If a line of the data below holds the string "edges", copy it.

========================

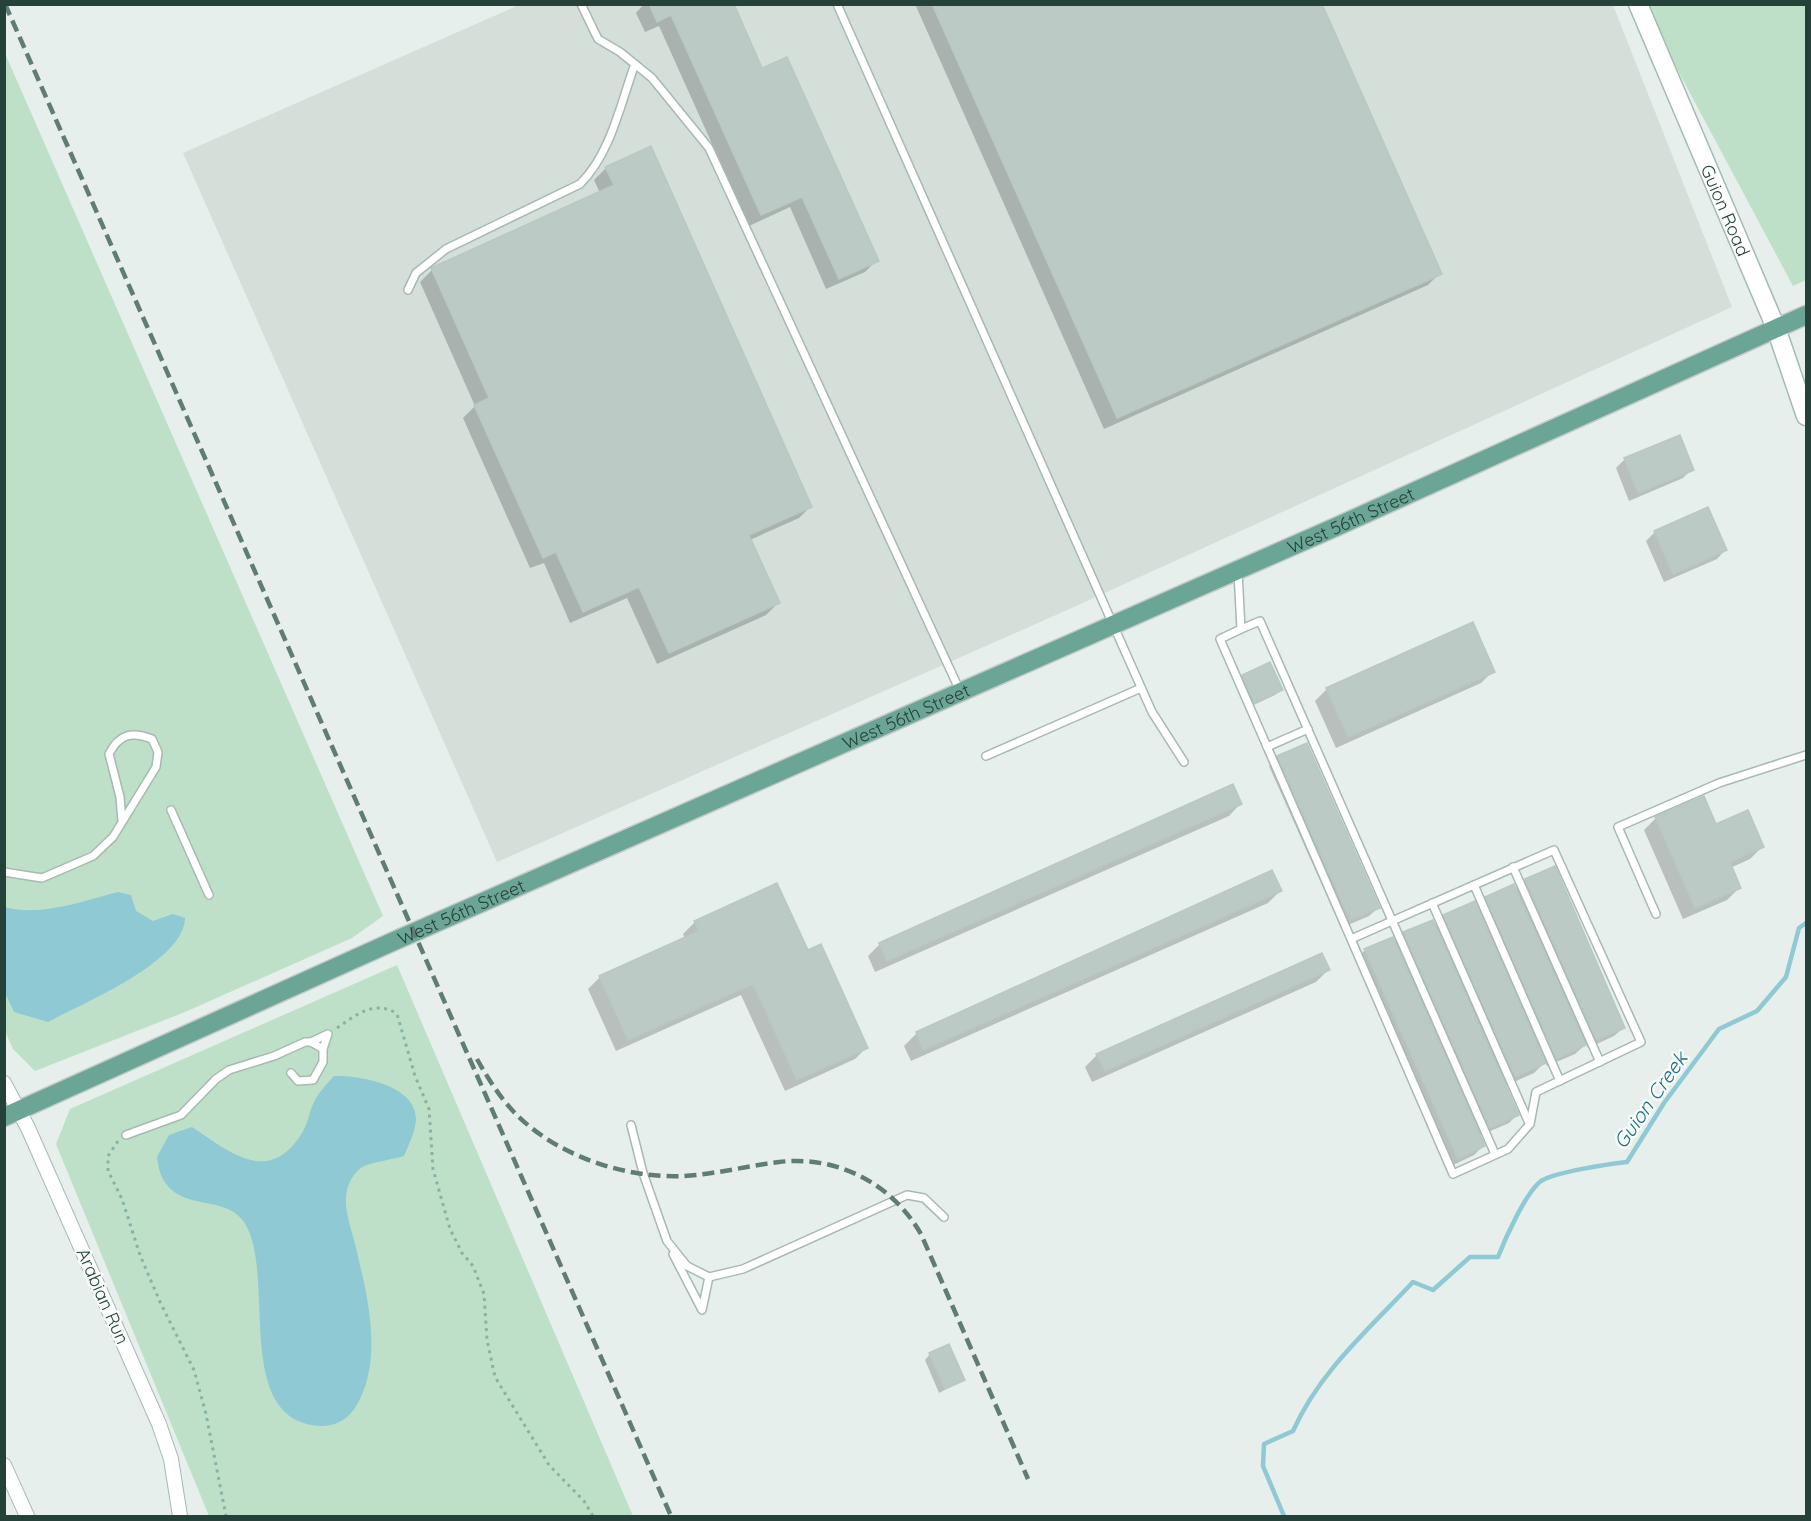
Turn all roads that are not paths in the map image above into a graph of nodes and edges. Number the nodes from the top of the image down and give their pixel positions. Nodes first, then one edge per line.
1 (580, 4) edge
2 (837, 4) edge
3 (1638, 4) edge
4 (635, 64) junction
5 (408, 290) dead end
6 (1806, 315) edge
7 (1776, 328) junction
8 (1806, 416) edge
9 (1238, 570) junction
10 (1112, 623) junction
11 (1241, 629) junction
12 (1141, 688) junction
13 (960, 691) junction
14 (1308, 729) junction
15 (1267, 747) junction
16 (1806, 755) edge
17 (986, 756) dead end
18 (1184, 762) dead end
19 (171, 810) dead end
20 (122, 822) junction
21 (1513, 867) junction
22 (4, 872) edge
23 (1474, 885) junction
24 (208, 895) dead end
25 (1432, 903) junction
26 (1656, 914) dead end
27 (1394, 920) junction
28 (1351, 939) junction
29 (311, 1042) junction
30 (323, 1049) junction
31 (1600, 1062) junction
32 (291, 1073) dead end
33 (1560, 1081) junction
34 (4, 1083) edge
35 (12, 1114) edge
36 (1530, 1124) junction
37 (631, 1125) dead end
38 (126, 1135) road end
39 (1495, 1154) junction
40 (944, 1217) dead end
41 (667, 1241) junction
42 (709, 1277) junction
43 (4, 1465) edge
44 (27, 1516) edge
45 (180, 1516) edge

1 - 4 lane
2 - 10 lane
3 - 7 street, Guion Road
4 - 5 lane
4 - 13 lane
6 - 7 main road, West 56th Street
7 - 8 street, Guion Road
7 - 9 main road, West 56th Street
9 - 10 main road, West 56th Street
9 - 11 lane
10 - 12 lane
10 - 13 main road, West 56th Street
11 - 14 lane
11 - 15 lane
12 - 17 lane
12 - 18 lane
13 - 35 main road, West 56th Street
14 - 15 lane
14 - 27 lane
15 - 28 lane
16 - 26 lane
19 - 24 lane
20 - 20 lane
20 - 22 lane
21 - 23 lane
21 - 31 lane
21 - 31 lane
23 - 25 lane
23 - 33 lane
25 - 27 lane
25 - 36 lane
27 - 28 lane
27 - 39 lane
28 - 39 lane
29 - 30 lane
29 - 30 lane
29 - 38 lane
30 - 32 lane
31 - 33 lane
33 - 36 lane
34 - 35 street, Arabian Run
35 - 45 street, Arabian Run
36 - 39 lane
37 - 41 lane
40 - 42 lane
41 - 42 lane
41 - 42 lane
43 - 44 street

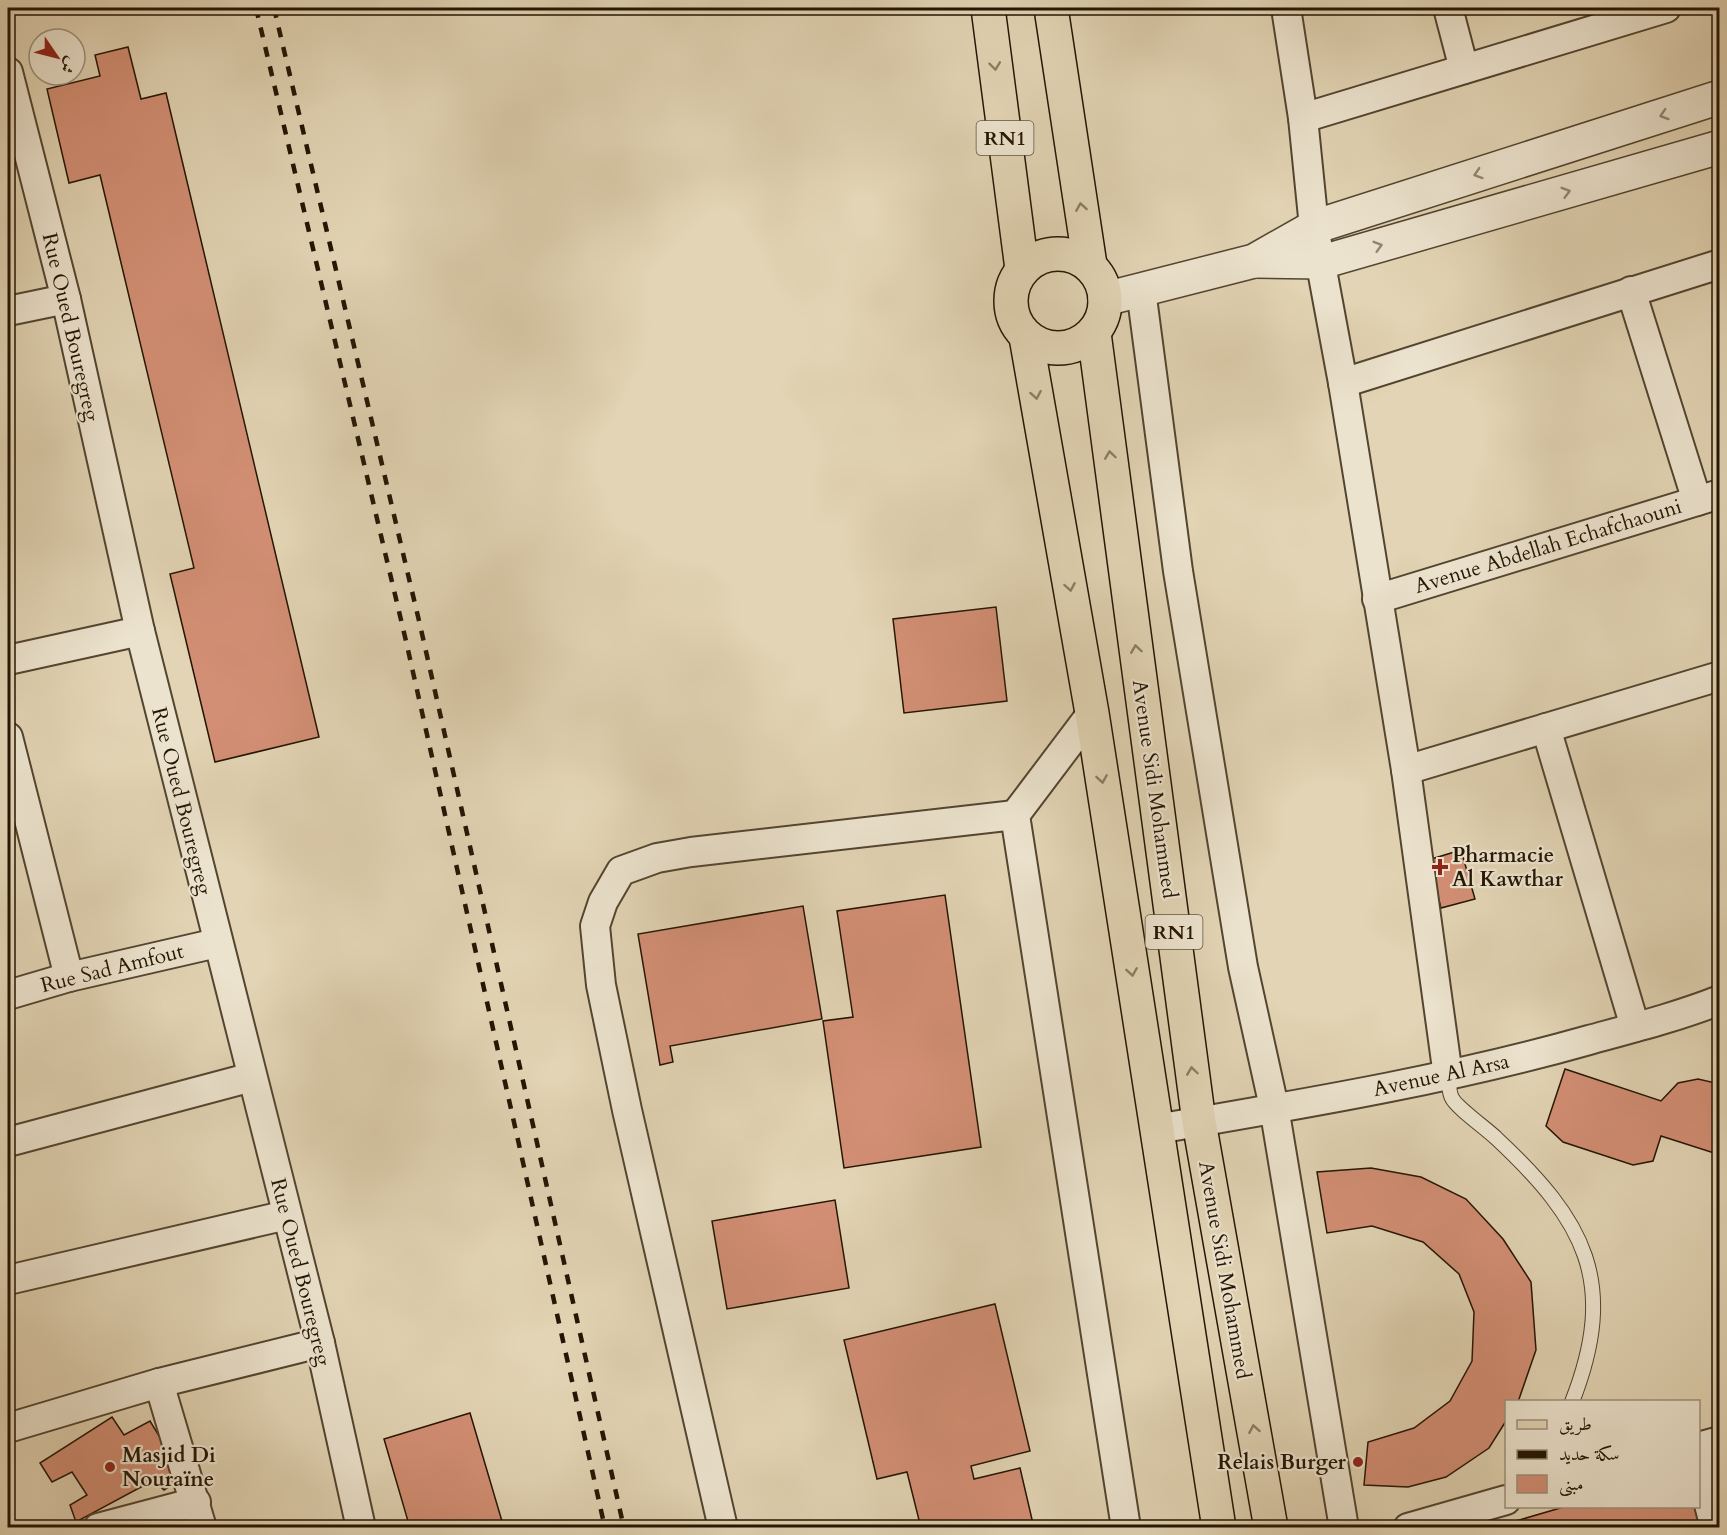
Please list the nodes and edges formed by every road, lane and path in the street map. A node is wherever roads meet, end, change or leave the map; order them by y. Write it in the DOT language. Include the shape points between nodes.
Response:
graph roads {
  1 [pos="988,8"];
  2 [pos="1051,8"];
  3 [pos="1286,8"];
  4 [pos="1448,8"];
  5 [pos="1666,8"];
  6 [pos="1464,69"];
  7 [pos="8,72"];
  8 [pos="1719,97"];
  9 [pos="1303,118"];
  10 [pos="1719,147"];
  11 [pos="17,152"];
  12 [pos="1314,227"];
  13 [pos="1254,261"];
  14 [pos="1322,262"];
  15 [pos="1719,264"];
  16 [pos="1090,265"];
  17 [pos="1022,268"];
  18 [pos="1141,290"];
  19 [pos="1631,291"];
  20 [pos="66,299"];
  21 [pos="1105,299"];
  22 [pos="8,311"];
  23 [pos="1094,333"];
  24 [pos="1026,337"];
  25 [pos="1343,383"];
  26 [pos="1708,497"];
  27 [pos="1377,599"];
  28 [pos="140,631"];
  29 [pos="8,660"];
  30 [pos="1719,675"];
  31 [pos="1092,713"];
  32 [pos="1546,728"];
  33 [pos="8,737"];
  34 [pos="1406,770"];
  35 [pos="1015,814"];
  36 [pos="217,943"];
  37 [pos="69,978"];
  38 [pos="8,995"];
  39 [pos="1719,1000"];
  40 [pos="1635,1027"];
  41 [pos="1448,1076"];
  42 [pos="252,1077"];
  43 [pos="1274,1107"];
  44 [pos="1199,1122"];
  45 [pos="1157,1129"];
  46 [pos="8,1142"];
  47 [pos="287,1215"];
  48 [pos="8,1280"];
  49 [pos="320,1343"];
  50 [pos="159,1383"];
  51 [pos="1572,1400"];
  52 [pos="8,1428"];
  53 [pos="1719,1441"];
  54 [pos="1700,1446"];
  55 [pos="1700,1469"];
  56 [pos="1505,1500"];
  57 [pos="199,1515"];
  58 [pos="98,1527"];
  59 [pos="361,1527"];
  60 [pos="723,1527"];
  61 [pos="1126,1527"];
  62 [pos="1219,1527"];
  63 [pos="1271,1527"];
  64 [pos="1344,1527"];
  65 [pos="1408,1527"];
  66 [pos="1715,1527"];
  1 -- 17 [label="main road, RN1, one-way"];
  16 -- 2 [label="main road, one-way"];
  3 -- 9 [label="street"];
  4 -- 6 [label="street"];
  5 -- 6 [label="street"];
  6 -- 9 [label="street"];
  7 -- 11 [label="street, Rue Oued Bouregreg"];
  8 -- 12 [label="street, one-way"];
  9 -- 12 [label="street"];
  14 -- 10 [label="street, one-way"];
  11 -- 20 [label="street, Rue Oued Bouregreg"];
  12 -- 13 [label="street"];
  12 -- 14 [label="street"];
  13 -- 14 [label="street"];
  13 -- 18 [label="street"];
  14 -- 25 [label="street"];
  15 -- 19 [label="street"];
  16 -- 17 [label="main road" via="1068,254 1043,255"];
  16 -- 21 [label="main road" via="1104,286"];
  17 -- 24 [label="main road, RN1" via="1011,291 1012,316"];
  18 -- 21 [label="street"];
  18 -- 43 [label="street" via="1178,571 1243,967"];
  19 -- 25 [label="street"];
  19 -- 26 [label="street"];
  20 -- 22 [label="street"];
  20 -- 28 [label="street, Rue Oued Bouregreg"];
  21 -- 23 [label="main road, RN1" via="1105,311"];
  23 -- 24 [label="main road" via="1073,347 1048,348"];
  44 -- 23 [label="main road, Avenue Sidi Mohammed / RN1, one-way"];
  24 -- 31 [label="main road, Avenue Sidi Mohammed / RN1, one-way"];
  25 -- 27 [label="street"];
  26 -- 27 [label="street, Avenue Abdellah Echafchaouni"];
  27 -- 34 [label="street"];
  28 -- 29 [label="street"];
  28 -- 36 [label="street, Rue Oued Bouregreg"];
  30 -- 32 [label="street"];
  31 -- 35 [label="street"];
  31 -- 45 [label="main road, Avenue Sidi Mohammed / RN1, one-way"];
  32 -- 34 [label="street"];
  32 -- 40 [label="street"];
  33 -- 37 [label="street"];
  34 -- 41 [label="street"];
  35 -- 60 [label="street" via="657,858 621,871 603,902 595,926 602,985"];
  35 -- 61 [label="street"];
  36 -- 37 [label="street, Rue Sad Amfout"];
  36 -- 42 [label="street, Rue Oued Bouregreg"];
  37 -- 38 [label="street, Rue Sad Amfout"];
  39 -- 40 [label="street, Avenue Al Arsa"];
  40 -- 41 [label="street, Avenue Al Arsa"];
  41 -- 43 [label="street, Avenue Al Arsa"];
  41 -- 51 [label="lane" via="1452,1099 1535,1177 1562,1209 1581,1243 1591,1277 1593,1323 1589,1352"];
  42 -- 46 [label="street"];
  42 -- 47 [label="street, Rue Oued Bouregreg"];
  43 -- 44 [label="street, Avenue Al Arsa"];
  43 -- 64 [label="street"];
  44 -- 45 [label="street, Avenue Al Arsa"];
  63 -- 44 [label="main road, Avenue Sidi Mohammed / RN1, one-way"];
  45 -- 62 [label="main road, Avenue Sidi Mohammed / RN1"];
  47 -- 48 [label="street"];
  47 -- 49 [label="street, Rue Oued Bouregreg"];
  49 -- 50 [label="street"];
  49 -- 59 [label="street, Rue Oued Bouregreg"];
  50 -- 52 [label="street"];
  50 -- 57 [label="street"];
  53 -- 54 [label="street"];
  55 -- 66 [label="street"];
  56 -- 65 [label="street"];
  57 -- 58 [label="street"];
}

========================

Task answer:
Turn all roads that are not paths in the map image above into a graph of nodes and edges. Number the nodes from the top of the image down and give their pixel positions. Nodes first, then one edge per line.
Please list the nodes and edges formed by every road, lane and path in the street map. A node is wherever roads meet, end, change or leave the map; order them by y. Write it in the DOT language. Include the shape points between nodes.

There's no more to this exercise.